Exercise directions>
Go through the data below and transcribe it exactly. Omit the images.

Items from a dataset
----------
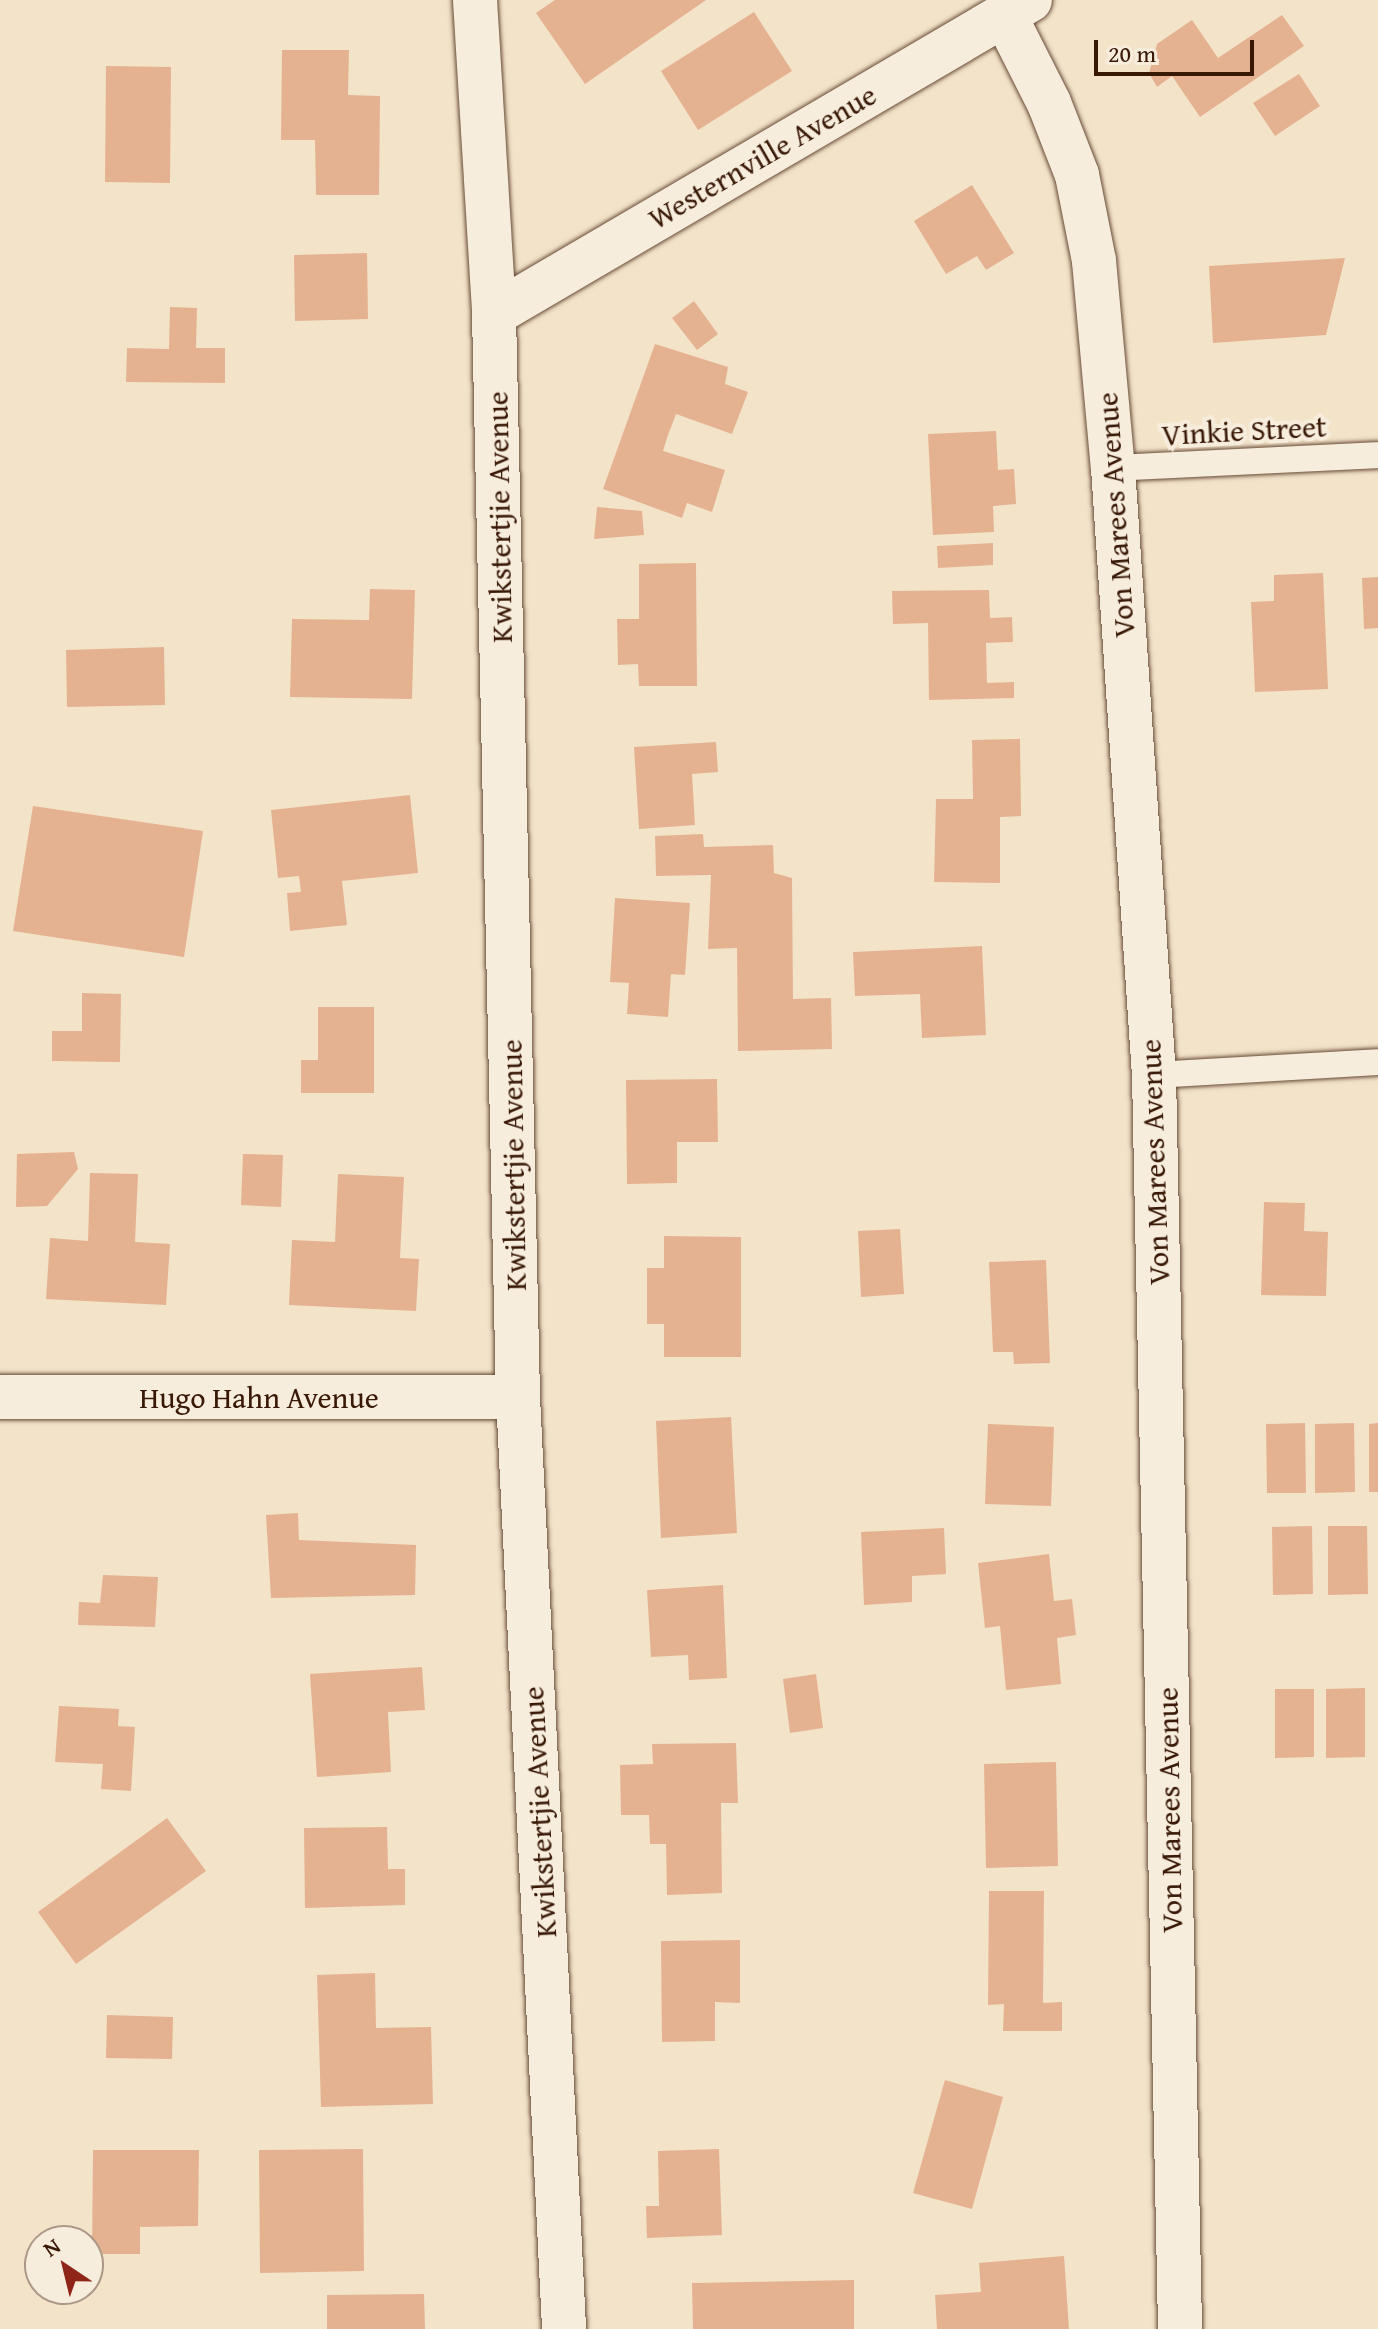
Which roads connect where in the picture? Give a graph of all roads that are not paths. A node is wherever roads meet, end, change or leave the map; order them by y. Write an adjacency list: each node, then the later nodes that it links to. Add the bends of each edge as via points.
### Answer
1 (475, 0): 3 (street, Kwikstertjie Avenue)
2 (1017, 7): 3 (street, Westernville Avenue); 5 (street, Von Marees Avenue, via 1077,175 1094,261)
3 (494, 314): 9 (street, Kwikstertjie Avenue)
4 (1378, 455): 5 (lane, Vinkie Street)
5 (1113, 468): 7 (street, Von Marees Avenue)
6 (1378, 1062): 7 (lane)
7 (1154, 1075): 11 (street, Von Marees Avenue)
8 (0, 1397): 9 (street, Hugo Hahn Avenue)
9 (518, 1397): 10 (street, Kwikstertjie Avenue)
10 (564, 2329)
11 (1180, 2329)

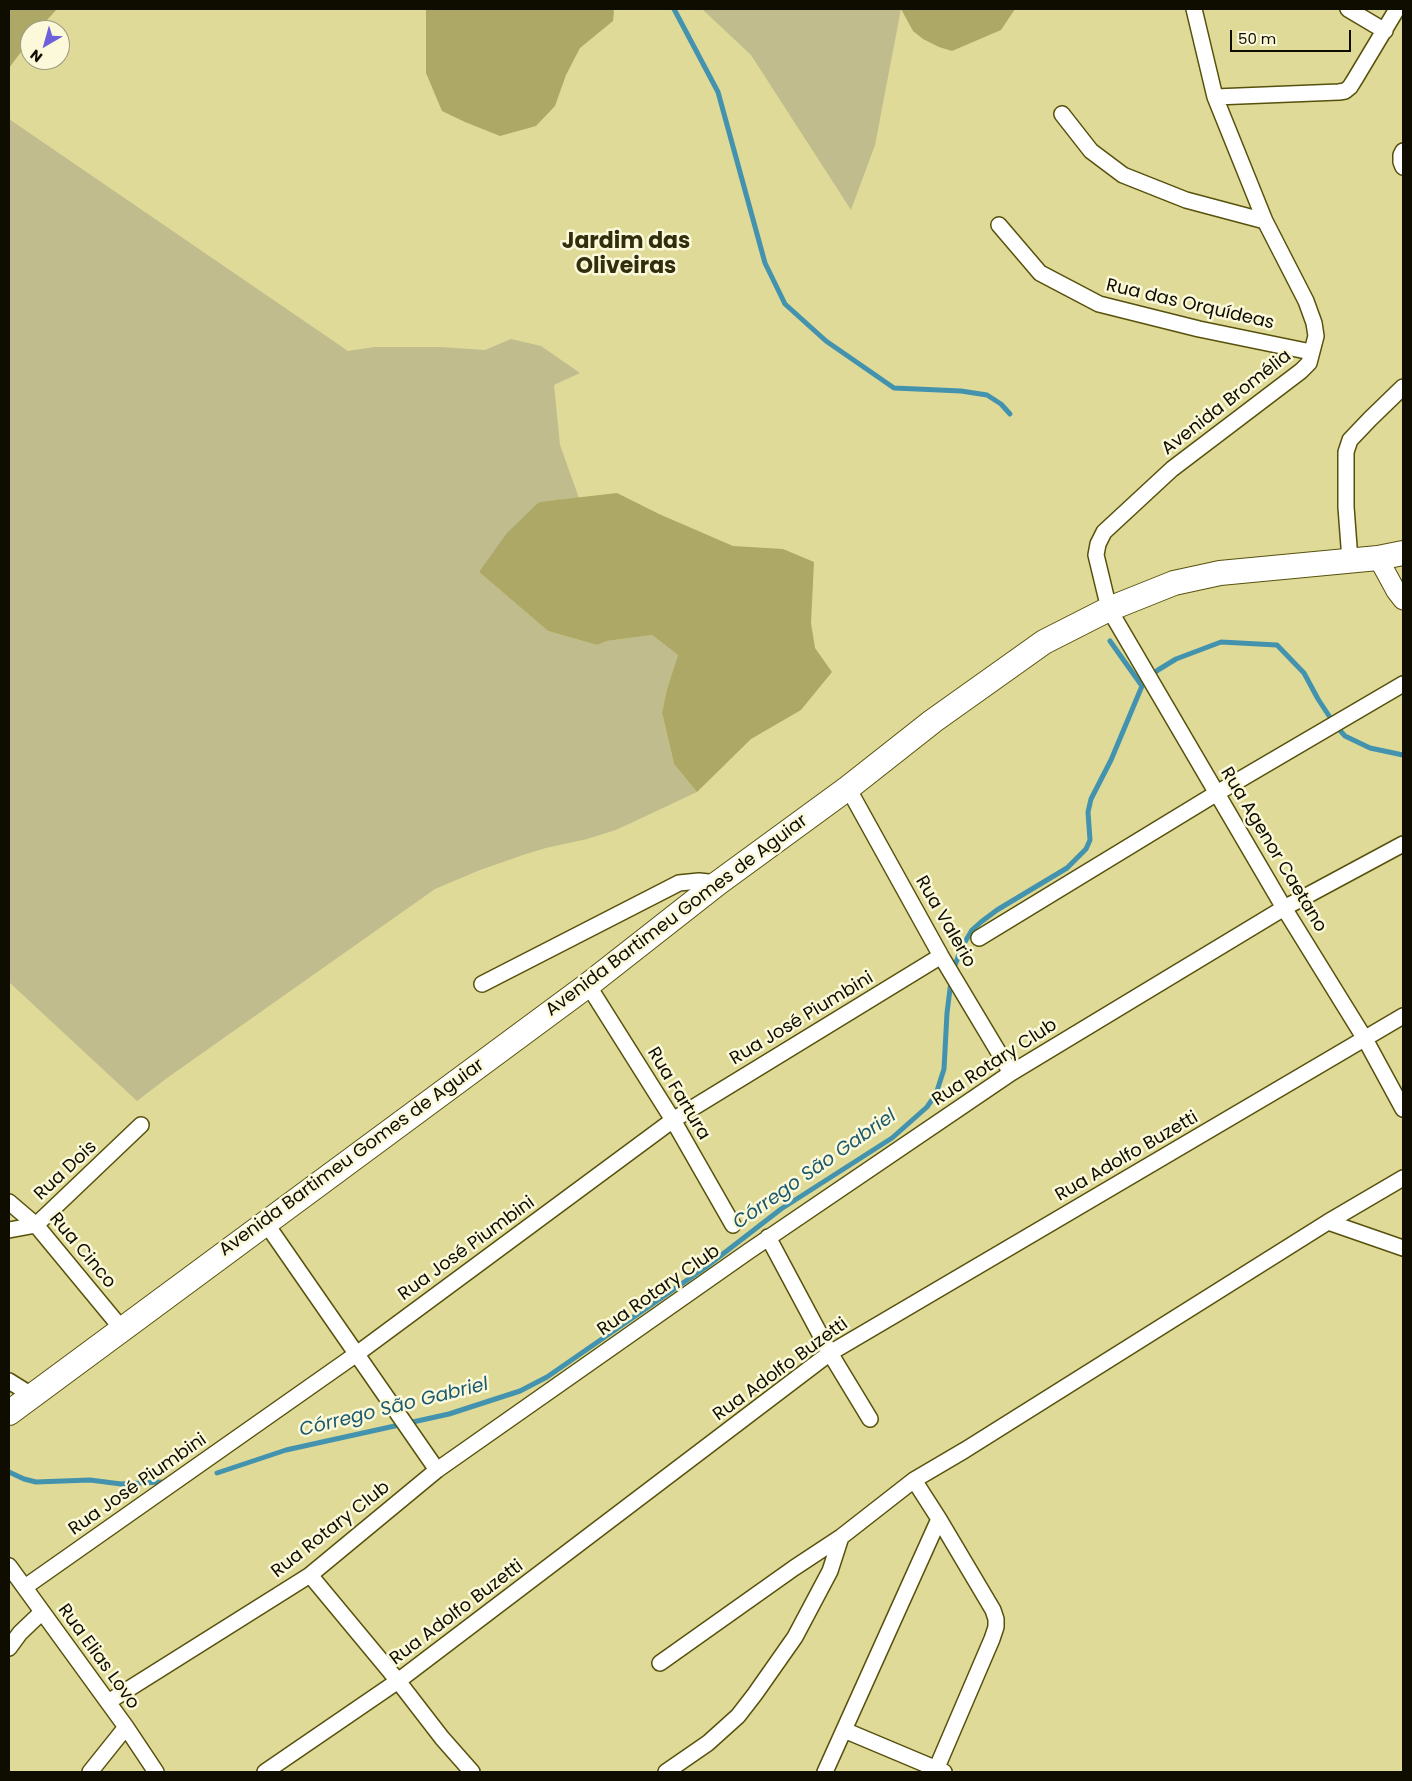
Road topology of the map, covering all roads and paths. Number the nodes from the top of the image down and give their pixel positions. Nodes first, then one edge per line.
1 (1194, 9) edge
2 (1348, 9) edge
3 (1398, 9) edge
4 (1385, 31) junction
5 (1215, 97) junction
6 (1062, 114) dead end
7 (1403, 151) edge
8 (1403, 167) edge
9 (1265, 221) junction
10 (999, 225) dead end
11 (1312, 352) junction
12 (1403, 387) edge
13 (1403, 552) edge
14 (1378, 558) junction
15 (1350, 560) junction
16 (1403, 600) edge
17 (1109, 610) junction
18 (1403, 684) edge
19 (848, 788) junction
20 (1217, 793) junction
21 (1403, 844) edge
22 (718, 883) junction
23 (1284, 908) junction
24 (979, 938) dead end
25 (944, 960) junction
26 (482, 984) dead end
27 (588, 985) junction
28 (1403, 1016) edge
29 (1365, 1039) junction
30 (1011, 1072) junction
31 (1403, 1109) edge
32 (673, 1120) junction
33 (141, 1125) dead end
34 (1403, 1178) edge
35 (9, 1202) edge
36 (265, 1222) junction
37 (1328, 1222) junction
38 (36, 1224) junction
39 (733, 1225) dead end
40 (9, 1230) edge
41 (768, 1237) junction
42 (1403, 1248) edge
43 (122, 1329) junction
44 (358, 1353) junction
45 (830, 1353) junction
46 (9, 1381) edge
47 (32, 1396) junction
48 (9, 1413) edge
49 (870, 1419) dead end
50 (438, 1470) junction
51 (914, 1480) junction
52 (939, 1519) junction
53 (841, 1537) junction
54 (9, 1566) edge
55 (310, 1575) junction
56 (25, 1587) junction
57 (42, 1612) junction
58 (14, 1634) edge
59 (9, 1648) edge
60 (660, 1663) dead end
61 (398, 1682) junction
62 (108, 1702) junction
63 (126, 1727) junction
64 (844, 1730) junction
65 (938, 1771) edge
66 (90, 1772) edge
67 (156, 1772) edge
68 (265, 1772) edge
69 (472, 1772) edge
70 (666, 1772) edge
71 (825, 1772) edge

1 - 5 street, Avenida Bromélia
2 - 4 street
3 - 4 street
4 - 5 street
5 - 9 street, Avenida Bromélia
6 - 9 street
7 - 8 street
9 - 11 street, Avenida Bromélia
10 - 11 street, Rua das Orquídeas
11 - 17 street, Avenida Bromélia
12 - 15 street
13 - 14 main road, Avenida Bartimeu Gomes de Aguiar
14 - 15 main road, Avenida Bartimeu Gomes de Aguiar
14 - 16 street
15 - 17 main road, Avenida Bartimeu Gomes de Aguiar
17 - 19 main road, Avenida Bartimeu Gomes de Aguiar
17 - 20 street, Rua Agenor Caetano
18 - 20 street
19 - 22 main road, Avenida Bartimeu Gomes de Aguiar
19 - 25 street, Rua Valerio
20 - 23 street, Rua Agenor Caetano
20 - 24 street
21 - 23 street, Rua Rotary Club
22 - 26 street
22 - 27 main road, Avenida Bartimeu Gomes de Aguiar
23 - 29 street, Rua Agenor Caetano
23 - 30 street, Rua Rotary Club
25 - 30 street, Rua Valerio
25 - 32 street, Rua José Piumbini
27 - 32 street, Rua Fartura
27 - 36 main road, Avenida Bartimeu Gomes de Aguiar
28 - 29 street, Rua Adolfo Buzetti
29 - 31 street, Rua Agenor Caetano
29 - 45 street, Rua Adolfo Buzetti
30 - 41 street, Rua Rotary Club
32 - 39 street, Rua Fartura
32 - 44 street, Rua José Piumbini
33 - 38 street, Rua Dois
34 - 37 street
35 - 38 street, Rua Cinco
36 - 43 main road, Avenida Bartimeu Gomes de Aguiar
36 - 44 street
37 - 42 street
37 - 51 street
38 - 40 street, Rua Dois
38 - 43 street, Rua Cinco
41 - 45 street
41 - 50 street, Rua Rotary Club
43 - 47 main road, Avenida Bartimeu Gomes de Aguiar
44 - 50 street
44 - 56 street, Rua José Piumbini
45 - 49 street
45 - 61 street, Rua Adolfo Buzetti
46 - 47 street
47 - 48 main road, Avenida Bartimeu Gomes de Aguiar
50 - 55 street, Rua Rotary Club
51 - 52 street
51 - 53 street
52 - 64 street
52 - 65 street
53 - 60 street
53 - 70 street
54 - 56 street, Rua Elias Lovo
55 - 61 street
55 - 62 street, Rua Rotary Club
56 - 57 street, Rua Elias Lovo
57 - 58 street
57 - 62 street, Rua Elias Lovo
58 - 59 street
61 - 68 street, Rua Adolfo Buzetti
61 - 69 street
62 - 63 street, Rua Elias Lovo
63 - 66 street
63 - 67 street, Rua Elias Lovo
64 - 65 street
64 - 71 street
----------
Answer>
Which roads connect where in the picture? Give a graph of all roads that are not paths. A node is wherever roads meet, end, change or leave the map; order them by y. Write an adjacency list: each node, then the later nodes that it links to. Add the bends of each edge as via points.
### Answer
1 (475, 0): 3 (street, Kwikstertjie Avenue)
2 (1017, 7): 3 (street, Westernville Avenue); 5 (street, Von Marees Avenue, via 1077,175 1094,261)
3 (494, 314): 9 (street, Kwikstertjie Avenue)
4 (1378, 455): 5 (lane, Vinkie Street)
5 (1113, 468): 7 (street, Von Marees Avenue)
6 (1378, 1062): 7 (lane)
7 (1154, 1075): 11 (street, Von Marees Avenue)
8 (0, 1397): 9 (street, Hugo Hahn Avenue)
9 (518, 1397): 10 (street, Kwikstertjie Avenue)
10 (564, 2329)
11 (1180, 2329)

Road topology of the map, covering all roads and paths. Number the nodes from the top of the image down and give their pixel positions. Nodes first, then one edge per line.
1 (1194, 9) edge
2 (1348, 9) edge
3 (1398, 9) edge
4 (1385, 31) junction
5 (1215, 97) junction
6 (1062, 114) dead end
7 (1403, 151) edge
8 (1403, 167) edge
9 (1265, 221) junction
10 (999, 225) dead end
11 (1312, 352) junction
12 (1403, 387) edge
13 (1403, 552) edge
14 (1378, 558) junction
15 (1350, 560) junction
16 (1403, 600) edge
17 (1109, 610) junction
18 (1403, 684) edge
19 (848, 788) junction
20 (1217, 793) junction
21 (1403, 844) edge
22 (718, 883) junction
23 (1284, 908) junction
24 (979, 938) dead end
25 (944, 960) junction
26 (482, 984) dead end
27 (588, 985) junction
28 (1403, 1016) edge
29 (1365, 1039) junction
30 (1011, 1072) junction
31 (1403, 1109) edge
32 (673, 1120) junction
33 (141, 1125) dead end
34 (1403, 1178) edge
35 (9, 1202) edge
36 (265, 1222) junction
37 (1328, 1222) junction
38 (36, 1224) junction
39 (733, 1225) dead end
40 (9, 1230) edge
41 (768, 1237) junction
42 (1403, 1248) edge
43 (122, 1329) junction
44 (358, 1353) junction
45 (830, 1353) junction
46 (9, 1381) edge
47 (32, 1396) junction
48 (9, 1413) edge
49 (870, 1419) dead end
50 (438, 1470) junction
51 (914, 1480) junction
52 (939, 1519) junction
53 (841, 1537) junction
54 (9, 1566) edge
55 (310, 1575) junction
56 (25, 1587) junction
57 (42, 1612) junction
58 (14, 1634) edge
59 (9, 1648) edge
60 (660, 1663) dead end
61 (398, 1682) junction
62 (108, 1702) junction
63 (126, 1727) junction
64 (844, 1730) junction
65 (938, 1771) edge
66 (90, 1772) edge
67 (156, 1772) edge
68 (265, 1772) edge
69 (472, 1772) edge
70 (666, 1772) edge
71 (825, 1772) edge

1 - 5 street, Avenida Bromélia
2 - 4 street
3 - 4 street
4 - 5 street
5 - 9 street, Avenida Bromélia
6 - 9 street
7 - 8 street
9 - 11 street, Avenida Bromélia
10 - 11 street, Rua das Orquídeas
11 - 17 street, Avenida Bromélia
12 - 15 street
13 - 14 main road, Avenida Bartimeu Gomes de Aguiar
14 - 15 main road, Avenida Bartimeu Gomes de Aguiar
14 - 16 street
15 - 17 main road, Avenida Bartimeu Gomes de Aguiar
17 - 19 main road, Avenida Bartimeu Gomes de Aguiar
17 - 20 street, Rua Agenor Caetano
18 - 20 street
19 - 22 main road, Avenida Bartimeu Gomes de Aguiar
19 - 25 street, Rua Valerio
20 - 23 street, Rua Agenor Caetano
20 - 24 street
21 - 23 street, Rua Rotary Club
22 - 26 street
22 - 27 main road, Avenida Bartimeu Gomes de Aguiar
23 - 29 street, Rua Agenor Caetano
23 - 30 street, Rua Rotary Club
25 - 30 street, Rua Valerio
25 - 32 street, Rua José Piumbini
27 - 32 street, Rua Fartura
27 - 36 main road, Avenida Bartimeu Gomes de Aguiar
28 - 29 street, Rua Adolfo Buzetti
29 - 31 street, Rua Agenor Caetano
29 - 45 street, Rua Adolfo Buzetti
30 - 41 street, Rua Rotary Club
32 - 39 street, Rua Fartura
32 - 44 street, Rua José Piumbini
33 - 38 street, Rua Dois
34 - 37 street
35 - 38 street, Rua Cinco
36 - 43 main road, Avenida Bartimeu Gomes de Aguiar
36 - 44 street
37 - 42 street
37 - 51 street
38 - 40 street, Rua Dois
38 - 43 street, Rua Cinco
41 - 45 street
41 - 50 street, Rua Rotary Club
43 - 47 main road, Avenida Bartimeu Gomes de Aguiar
44 - 50 street
44 - 56 street, Rua José Piumbini
45 - 49 street
45 - 61 street, Rua Adolfo Buzetti
46 - 47 street
47 - 48 main road, Avenida Bartimeu Gomes de Aguiar
50 - 55 street, Rua Rotary Club
51 - 52 street
51 - 53 street
52 - 64 street
52 - 65 street
53 - 60 street
53 - 70 street
54 - 56 street, Rua Elias Lovo
55 - 61 street
55 - 62 street, Rua Rotary Club
56 - 57 street, Rua Elias Lovo
57 - 58 street
57 - 62 street, Rua Elias Lovo
58 - 59 street
61 - 68 street, Rua Adolfo Buzetti
61 - 69 street
62 - 63 street, Rua Elias Lovo
63 - 66 street
63 - 67 street, Rua Elias Lovo
64 - 65 street
64 - 71 street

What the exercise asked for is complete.